UArizona Team Spearheads Sensing Efforts

The university's contributions are critical to mitigating qubit decoherence and developing quantum sensing applications, including for the observation of dark matter and gravitational waves.

"Error correction in sensing is fundamentally different from in computing," Zhuang said. "We developed codes particularly for sensing to allow the sensing advantage from entanglement and other quantum effects to survive even when there's loss or environmental imperfections."

This announcement about the Superconducting Quantum Materials and Systems Center comes on the heels of news that the University of Arizona is leading a $26 million National Science Foundation Engineering Research Center called the Center for Quantum Networks. Vasić, Zhang and Zhuang are all involved in the Center for Quantum Networks, which is helping lay the foundation for a quantum internet.

"It's an exciting time in the College of Engineering, as teams of our researchers work on efforts to revolutionize the way we compute, communicate and sense," said David W. Hahn, Craig M. Berge Dean of the College of Engineering. "SQMS is focused on addressing some of the most fundamental barriers to quantum computing, and I know the expertise of Bane, Zheshen and Quntao will prove invaluable."

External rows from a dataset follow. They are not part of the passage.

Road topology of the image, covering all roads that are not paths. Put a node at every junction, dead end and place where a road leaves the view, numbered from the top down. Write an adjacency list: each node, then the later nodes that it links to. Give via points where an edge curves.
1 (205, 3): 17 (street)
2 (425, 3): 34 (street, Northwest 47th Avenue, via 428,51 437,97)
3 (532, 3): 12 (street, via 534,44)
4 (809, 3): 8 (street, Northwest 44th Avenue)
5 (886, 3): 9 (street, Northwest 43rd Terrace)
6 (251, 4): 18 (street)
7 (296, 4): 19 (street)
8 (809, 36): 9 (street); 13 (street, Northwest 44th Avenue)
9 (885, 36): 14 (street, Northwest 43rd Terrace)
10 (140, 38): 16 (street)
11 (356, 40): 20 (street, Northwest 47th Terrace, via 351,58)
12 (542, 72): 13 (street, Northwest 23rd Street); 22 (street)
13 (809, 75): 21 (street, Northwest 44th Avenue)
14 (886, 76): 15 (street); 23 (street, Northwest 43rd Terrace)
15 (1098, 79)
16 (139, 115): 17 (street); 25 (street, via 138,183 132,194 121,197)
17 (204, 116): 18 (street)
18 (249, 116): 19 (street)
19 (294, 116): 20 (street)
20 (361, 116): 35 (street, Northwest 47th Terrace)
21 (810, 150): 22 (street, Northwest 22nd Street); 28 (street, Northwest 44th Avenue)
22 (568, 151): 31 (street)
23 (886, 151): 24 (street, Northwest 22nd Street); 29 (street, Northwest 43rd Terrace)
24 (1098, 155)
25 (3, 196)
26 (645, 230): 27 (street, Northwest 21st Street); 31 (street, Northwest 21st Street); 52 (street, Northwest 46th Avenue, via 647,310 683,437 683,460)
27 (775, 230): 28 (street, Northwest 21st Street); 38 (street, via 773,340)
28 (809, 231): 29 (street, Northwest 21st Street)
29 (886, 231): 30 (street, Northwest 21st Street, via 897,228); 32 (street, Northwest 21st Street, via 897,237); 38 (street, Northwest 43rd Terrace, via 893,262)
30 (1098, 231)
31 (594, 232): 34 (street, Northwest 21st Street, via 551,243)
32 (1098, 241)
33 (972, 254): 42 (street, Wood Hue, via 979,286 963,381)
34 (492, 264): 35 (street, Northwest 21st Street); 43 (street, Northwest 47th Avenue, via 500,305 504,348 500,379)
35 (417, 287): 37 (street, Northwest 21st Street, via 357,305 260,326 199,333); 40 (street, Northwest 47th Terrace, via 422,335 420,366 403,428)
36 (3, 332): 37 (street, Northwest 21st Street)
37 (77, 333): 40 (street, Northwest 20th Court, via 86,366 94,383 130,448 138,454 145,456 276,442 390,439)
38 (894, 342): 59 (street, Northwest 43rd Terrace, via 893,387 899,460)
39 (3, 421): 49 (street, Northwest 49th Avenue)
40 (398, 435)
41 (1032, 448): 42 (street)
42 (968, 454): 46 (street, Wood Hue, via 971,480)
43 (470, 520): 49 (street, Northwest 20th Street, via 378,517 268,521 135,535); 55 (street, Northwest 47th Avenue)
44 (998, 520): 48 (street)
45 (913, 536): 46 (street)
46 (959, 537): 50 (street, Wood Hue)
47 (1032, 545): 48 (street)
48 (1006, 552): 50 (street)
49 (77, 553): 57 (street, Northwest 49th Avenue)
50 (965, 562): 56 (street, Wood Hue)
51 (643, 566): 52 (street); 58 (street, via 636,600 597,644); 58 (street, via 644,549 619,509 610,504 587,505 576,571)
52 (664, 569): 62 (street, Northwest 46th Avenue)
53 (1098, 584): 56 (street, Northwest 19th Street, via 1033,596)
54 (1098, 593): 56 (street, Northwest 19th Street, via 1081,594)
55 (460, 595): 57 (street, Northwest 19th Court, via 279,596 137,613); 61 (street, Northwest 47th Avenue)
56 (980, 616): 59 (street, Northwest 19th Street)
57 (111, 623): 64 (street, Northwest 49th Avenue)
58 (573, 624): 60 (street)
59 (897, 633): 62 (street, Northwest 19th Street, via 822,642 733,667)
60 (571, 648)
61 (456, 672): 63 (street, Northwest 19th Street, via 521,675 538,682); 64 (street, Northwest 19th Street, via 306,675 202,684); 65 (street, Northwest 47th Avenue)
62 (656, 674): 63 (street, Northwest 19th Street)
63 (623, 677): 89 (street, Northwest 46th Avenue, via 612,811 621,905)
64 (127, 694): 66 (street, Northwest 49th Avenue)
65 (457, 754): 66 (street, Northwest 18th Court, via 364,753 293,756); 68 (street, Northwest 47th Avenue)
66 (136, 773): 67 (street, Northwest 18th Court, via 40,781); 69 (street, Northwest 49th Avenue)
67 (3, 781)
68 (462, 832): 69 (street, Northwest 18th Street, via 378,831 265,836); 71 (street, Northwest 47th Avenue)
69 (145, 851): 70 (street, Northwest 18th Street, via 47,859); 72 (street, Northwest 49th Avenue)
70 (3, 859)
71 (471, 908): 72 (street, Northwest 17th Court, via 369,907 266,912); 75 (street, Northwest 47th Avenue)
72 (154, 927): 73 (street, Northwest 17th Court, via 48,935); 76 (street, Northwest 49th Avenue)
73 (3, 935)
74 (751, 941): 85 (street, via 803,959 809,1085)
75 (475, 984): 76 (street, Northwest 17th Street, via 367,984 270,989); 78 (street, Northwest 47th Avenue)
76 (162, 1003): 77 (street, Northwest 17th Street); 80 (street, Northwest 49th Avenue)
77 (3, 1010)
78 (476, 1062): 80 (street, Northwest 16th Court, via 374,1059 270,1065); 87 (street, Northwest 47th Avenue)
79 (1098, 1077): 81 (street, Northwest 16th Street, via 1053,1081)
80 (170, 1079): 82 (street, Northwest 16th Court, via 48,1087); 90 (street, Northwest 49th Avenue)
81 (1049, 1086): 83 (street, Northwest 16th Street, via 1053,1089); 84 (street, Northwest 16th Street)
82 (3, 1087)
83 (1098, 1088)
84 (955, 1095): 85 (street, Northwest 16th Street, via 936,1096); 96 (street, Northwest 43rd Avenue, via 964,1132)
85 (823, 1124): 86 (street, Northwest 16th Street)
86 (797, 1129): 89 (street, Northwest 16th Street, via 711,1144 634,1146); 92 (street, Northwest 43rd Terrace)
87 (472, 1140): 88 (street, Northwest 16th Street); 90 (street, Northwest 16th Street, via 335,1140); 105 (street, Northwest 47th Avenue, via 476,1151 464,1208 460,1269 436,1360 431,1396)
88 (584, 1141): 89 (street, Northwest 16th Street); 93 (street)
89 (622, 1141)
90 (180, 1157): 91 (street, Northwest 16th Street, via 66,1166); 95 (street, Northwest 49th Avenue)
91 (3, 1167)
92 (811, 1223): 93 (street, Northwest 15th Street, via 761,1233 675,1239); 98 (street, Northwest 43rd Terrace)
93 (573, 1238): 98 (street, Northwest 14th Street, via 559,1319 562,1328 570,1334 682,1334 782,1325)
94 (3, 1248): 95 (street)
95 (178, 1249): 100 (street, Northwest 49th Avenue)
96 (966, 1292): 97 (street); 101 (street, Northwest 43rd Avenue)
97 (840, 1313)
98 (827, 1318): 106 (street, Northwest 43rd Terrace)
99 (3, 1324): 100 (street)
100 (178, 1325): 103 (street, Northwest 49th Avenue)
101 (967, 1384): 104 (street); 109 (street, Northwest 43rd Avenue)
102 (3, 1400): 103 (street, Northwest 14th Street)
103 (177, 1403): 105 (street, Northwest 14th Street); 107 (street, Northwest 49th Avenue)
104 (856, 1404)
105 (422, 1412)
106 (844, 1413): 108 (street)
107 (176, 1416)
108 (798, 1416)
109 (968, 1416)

The centers are also dedicated to inspiring and training students. In tandem with the research being done at the Center for Quantum Networks and the Superconducting Quantum Materials and Systems Center, the university is developing a graduate program in quantum information science and engineering.

"Quantum computing is going to completely transform our current technology and become a driver for the economy," Zhang said. "We expect the centers will play a major role in changing the next generation of our workforce."

In addition to the University of Arizona, Superconducting Quantum Materials and Systems Center institutions include the Department of Energy Ames Laboratory, Colorado School of Mines, Fermi National Accelerator Laboratory, Goldman Sachs, the Illinois Institute of Technology, the Italian National Institute for Nuclear Physics, Janis Research, Johns Hopkins University, Lockheed Martin, the NASA Ames Research Center, the National Institute of Standards and Technology, Northwestern University, Rigetti Computing, Stanford University, Temple University, Unitary Fund, the University of Colorado Boulder, the University of Illinois at Urbana Champaign and the University of Padova, Italy.

For more information on SQMS, see Fermilab's announcement.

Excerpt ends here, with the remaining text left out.